Boris Johnson has said politicians have ‘failed’ the north in a speech just days after becoming Prime Minister.
An audience of around 100 people gathered at the Science and Industry Museum in Manchester to listen to Mr Johnson’s speech.
He promised a “£3.6 billion Town’s Fund supporting an initial 100 towns, so that they will get the improved transport and the improved broadband connectivity that they need.”
Mr Johnson said: “The centre of Manchester, like the centre of London, is a wonder of the world.
“A few miles away from here the story is very different.
“The story has been for young people growing up there of hopelessness, or the hope that one day they will get out and never come back.

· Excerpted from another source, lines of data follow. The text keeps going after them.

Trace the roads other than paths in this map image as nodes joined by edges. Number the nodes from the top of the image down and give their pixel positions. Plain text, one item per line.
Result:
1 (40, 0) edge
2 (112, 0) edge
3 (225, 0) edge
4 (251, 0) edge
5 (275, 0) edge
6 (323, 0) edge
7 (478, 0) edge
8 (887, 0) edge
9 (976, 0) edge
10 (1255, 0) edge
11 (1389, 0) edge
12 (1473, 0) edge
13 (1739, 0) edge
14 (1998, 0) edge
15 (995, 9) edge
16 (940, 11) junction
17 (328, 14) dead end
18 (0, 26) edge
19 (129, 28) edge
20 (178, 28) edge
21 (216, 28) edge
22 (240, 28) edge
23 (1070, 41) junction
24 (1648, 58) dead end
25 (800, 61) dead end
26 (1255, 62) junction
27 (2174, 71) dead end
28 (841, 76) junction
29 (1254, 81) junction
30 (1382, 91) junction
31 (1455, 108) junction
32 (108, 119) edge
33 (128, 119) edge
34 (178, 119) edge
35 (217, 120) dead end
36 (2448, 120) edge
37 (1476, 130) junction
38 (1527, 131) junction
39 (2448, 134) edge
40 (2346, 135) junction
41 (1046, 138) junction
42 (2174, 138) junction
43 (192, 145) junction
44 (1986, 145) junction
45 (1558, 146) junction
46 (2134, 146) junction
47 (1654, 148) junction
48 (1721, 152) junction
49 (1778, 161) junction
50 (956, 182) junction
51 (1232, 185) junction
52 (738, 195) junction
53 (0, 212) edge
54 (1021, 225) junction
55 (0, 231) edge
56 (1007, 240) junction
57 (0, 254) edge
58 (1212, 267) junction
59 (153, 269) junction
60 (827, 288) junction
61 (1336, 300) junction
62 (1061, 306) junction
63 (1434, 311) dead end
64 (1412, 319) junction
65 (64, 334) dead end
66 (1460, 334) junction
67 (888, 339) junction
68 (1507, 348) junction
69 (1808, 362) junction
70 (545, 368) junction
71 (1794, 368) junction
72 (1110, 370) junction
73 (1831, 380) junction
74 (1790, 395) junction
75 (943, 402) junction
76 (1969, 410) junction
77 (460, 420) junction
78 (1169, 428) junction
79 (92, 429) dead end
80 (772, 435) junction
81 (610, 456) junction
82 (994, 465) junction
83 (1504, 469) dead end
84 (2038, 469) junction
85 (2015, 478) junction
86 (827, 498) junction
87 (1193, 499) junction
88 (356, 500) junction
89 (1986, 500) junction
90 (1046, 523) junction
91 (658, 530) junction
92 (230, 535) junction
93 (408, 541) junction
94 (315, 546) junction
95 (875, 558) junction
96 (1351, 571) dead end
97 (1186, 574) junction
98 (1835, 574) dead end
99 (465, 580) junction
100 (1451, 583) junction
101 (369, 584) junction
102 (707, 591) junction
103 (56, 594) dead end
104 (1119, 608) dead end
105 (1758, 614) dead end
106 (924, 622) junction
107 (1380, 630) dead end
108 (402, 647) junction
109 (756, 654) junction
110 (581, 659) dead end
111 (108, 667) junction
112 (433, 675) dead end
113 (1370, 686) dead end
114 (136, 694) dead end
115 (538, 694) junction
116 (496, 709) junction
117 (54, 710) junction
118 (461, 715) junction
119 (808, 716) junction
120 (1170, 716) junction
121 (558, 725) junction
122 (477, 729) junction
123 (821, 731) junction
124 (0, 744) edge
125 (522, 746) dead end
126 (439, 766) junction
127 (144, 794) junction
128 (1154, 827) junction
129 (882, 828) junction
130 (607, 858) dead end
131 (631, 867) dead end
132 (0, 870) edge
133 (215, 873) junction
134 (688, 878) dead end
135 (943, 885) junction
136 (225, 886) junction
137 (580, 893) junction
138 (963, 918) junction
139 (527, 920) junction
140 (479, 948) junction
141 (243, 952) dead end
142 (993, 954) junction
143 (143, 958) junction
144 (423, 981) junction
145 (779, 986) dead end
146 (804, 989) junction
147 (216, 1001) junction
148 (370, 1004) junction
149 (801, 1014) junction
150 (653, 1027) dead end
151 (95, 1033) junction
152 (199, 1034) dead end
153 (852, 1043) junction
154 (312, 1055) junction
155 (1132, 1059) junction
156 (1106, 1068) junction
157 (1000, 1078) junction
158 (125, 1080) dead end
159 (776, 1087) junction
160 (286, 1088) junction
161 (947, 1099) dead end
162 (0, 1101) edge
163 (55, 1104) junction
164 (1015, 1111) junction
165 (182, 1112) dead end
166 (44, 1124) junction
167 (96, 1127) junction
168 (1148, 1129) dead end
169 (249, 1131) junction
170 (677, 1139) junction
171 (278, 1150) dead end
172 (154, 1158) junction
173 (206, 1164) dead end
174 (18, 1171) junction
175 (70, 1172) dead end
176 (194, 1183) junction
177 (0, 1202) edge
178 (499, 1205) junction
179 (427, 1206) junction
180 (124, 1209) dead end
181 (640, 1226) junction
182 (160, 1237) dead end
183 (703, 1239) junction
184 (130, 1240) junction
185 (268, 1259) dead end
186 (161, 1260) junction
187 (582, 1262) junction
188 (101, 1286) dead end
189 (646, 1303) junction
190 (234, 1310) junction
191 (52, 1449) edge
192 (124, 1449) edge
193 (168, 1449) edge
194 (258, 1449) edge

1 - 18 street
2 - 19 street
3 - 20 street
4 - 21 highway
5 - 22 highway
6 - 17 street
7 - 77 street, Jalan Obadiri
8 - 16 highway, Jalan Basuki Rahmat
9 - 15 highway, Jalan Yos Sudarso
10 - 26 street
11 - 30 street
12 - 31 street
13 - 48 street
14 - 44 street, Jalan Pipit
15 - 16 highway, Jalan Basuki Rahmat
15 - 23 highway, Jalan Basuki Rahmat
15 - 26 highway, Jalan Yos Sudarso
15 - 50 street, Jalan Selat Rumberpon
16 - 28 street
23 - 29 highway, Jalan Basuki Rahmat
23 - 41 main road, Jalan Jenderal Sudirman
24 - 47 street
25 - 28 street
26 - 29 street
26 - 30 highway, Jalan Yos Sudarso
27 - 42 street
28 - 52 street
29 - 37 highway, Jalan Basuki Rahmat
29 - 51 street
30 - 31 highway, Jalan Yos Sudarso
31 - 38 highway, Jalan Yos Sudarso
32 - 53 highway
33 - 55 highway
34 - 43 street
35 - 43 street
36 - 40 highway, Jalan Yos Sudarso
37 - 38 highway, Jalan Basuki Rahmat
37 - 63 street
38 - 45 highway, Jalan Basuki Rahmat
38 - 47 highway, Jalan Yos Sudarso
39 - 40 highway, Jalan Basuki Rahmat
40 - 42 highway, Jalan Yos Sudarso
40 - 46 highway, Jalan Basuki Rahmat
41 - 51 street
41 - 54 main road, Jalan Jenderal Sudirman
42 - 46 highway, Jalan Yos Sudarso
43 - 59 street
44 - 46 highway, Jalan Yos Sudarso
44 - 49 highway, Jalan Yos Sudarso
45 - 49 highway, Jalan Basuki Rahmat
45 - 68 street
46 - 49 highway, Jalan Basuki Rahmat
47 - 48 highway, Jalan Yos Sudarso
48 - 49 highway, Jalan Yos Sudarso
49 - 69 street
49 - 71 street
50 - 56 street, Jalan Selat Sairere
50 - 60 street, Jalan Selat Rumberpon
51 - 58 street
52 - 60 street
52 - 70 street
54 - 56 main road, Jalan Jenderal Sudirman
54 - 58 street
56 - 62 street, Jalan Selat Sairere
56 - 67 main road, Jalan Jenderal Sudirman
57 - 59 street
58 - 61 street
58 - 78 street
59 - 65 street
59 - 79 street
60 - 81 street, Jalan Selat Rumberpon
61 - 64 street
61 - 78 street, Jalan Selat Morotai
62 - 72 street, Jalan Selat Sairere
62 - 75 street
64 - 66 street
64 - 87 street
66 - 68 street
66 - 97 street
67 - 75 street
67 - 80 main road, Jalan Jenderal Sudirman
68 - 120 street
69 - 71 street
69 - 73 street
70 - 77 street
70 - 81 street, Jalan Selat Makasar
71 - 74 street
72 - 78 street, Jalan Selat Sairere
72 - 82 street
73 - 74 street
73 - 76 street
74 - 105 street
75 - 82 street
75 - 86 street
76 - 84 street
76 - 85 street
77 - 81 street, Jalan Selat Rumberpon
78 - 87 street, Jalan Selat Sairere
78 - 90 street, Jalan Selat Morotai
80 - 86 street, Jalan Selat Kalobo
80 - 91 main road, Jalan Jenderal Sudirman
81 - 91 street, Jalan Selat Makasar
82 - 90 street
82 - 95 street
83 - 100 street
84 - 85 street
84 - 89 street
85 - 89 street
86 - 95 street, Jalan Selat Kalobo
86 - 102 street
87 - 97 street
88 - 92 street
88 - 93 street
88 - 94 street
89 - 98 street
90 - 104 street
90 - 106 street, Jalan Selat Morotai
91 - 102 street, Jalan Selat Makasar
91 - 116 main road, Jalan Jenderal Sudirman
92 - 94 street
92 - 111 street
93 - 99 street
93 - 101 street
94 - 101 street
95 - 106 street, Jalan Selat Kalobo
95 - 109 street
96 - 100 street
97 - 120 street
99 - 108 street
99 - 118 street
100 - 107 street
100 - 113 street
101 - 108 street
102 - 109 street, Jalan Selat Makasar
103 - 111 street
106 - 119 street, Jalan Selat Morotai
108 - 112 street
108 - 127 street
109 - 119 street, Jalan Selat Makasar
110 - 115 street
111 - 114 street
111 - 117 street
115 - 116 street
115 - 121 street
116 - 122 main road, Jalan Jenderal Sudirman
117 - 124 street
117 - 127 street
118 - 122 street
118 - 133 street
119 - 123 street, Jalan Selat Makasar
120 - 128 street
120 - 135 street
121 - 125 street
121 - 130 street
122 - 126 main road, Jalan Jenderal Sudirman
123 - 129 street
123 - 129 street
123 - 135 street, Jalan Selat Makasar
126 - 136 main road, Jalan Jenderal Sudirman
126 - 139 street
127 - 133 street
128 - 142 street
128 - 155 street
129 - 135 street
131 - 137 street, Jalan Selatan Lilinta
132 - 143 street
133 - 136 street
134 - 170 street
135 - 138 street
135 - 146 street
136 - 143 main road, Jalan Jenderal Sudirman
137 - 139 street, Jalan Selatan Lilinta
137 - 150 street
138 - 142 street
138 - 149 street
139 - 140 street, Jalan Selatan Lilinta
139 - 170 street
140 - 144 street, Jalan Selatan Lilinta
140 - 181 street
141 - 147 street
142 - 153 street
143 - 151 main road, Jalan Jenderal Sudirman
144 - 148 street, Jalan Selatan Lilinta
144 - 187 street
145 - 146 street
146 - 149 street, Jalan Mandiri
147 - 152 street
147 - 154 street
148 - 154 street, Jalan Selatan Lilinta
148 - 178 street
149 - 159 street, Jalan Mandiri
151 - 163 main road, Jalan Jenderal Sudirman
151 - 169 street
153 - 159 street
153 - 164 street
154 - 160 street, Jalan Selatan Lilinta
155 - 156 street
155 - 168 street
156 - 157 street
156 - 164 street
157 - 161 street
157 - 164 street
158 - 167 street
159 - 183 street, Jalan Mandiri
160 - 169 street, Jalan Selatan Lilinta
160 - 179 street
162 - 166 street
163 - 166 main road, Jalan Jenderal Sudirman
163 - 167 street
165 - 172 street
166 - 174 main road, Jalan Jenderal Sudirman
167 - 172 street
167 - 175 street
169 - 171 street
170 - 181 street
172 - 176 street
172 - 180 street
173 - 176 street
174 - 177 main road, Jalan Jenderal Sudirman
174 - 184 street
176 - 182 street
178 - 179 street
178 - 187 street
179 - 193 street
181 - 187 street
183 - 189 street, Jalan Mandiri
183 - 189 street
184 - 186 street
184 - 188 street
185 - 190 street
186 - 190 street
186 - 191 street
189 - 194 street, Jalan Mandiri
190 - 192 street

“The crucial point is it certainly isn’t really the fault of the places, and certainly isn’t the fault of the people growing up there.
“They haven’t failed. It’s we, us, the politicians, our politics has failed them.”
The PM also spoke on the risk of a no deal Brexit and said although we have to get ready for it he doesn’t think that’s where we’ll end up.
The Prime Minister received a round of applause as he entered the room and took to the stage shortly after 11am.
He drew laughs from the crowd when he claimed that London and Manchester have “boomed” due to having mayors and added: “Some better than others.”
The PM pledged: “And we are going now to have a £3.6 billion Town’s Fund supporting an initial 100 towns, so that they will get the improved transport and the improved broadband connectivity that they need.”
Mr Johnson set out the four “ingredients” for the success of the UK as livability, connectivity, culture, and power and responsibility.
He said this means areas having great public services, enough affordable homes, safe streets, fast broadband, and more responsibility and accountability for local areas.
The PM added: “I want to set out what I think are the ingredients for the success of the UK, the places we call home whether it’s our cities or our towns, our coastal communities or rural areas.
“We are going to give greater powers to council leaders and communities.”
“We are going to level up the powers offered to mayors so more people can benefit from the kind of local structures seen in London and here in Manchester.”
Boris Johnson has today visited the site of a new tram line in Manchester and spoken to construction workers.
The Prime Minister donned a hard hat, hi-vis jacket and safety boots for the visit to the new Trafford Park Line.
During the 10-minute visit, Mr Johnson spoke to Alex Cropper, head of operations for Transport for Greater Manchester, Barry White, chief executive for Transport for the North, and Jake Berry, Northern Powerhouse Minister.
The new 5.5km line will extend the current Eccles tram line to the Trafford Centre and include six new stops.
The £350 million line has been paid for with funding from the Government as part of Manchester’s devolution deal.
Mr Johnson wore a badge bearing the phrase “Northern Powerhouse” during the speech.
He pledged to go ahead with the Northern Powerhouse rail because the return on investment for the country would be “colossal”.
He added: “Yes, we want to go ahead with the Northern Powerhouse rail.
“I think the return on investment for this country would be colossal and if you want to drive the economy and if you want to create for business the platform that gives them the certainty to invest then you need fantastic public infrastructure.
“That is the way to do it.”
Mr Johnson also addressed the prospect of a no deal Brexit.
The PM said: “On the…risk of a no deal Brexit, or the prospect of a no deal Brexit, well, we have just got to get ready for it.
“I don’t think that’s where we will end up.
“But as I have told our European friends, we are going to prepare very actively for that eventuality in high confidence that this is an amazing country and we will get through it if we need to.”
The Prime Minister said his Government will work with the EU in the “spirit of friendship and co-operation” and not be “disengaged or aloof”.
But Mr Johnson said progress could only be made once the “antidemocratic” backstop was removed.
He added: “I want to stress to everybody that the approach of the UK Government is not going to be disengaged or aloof or waiting for them to come to us, we are going to try to solve these problems and we are going to do it in a spirit of friendship and co-operation.
“We can’t do it as long as that antidemocratic backstop, that backstop that seeks to divide our country, divide the UK, remains in place.
“We need to get it out and then we can make progress.”
During a question and answer session, audience members could be heard saying “hear, hear” as Mr Johnson repeated his determination to deliver Brexit by October 31.
He received a standing ovation from the audience as he left the room.
After his speech, members of the public waited behind barriers outside the museum to catch a glimpse of the new Prime Minister as he left.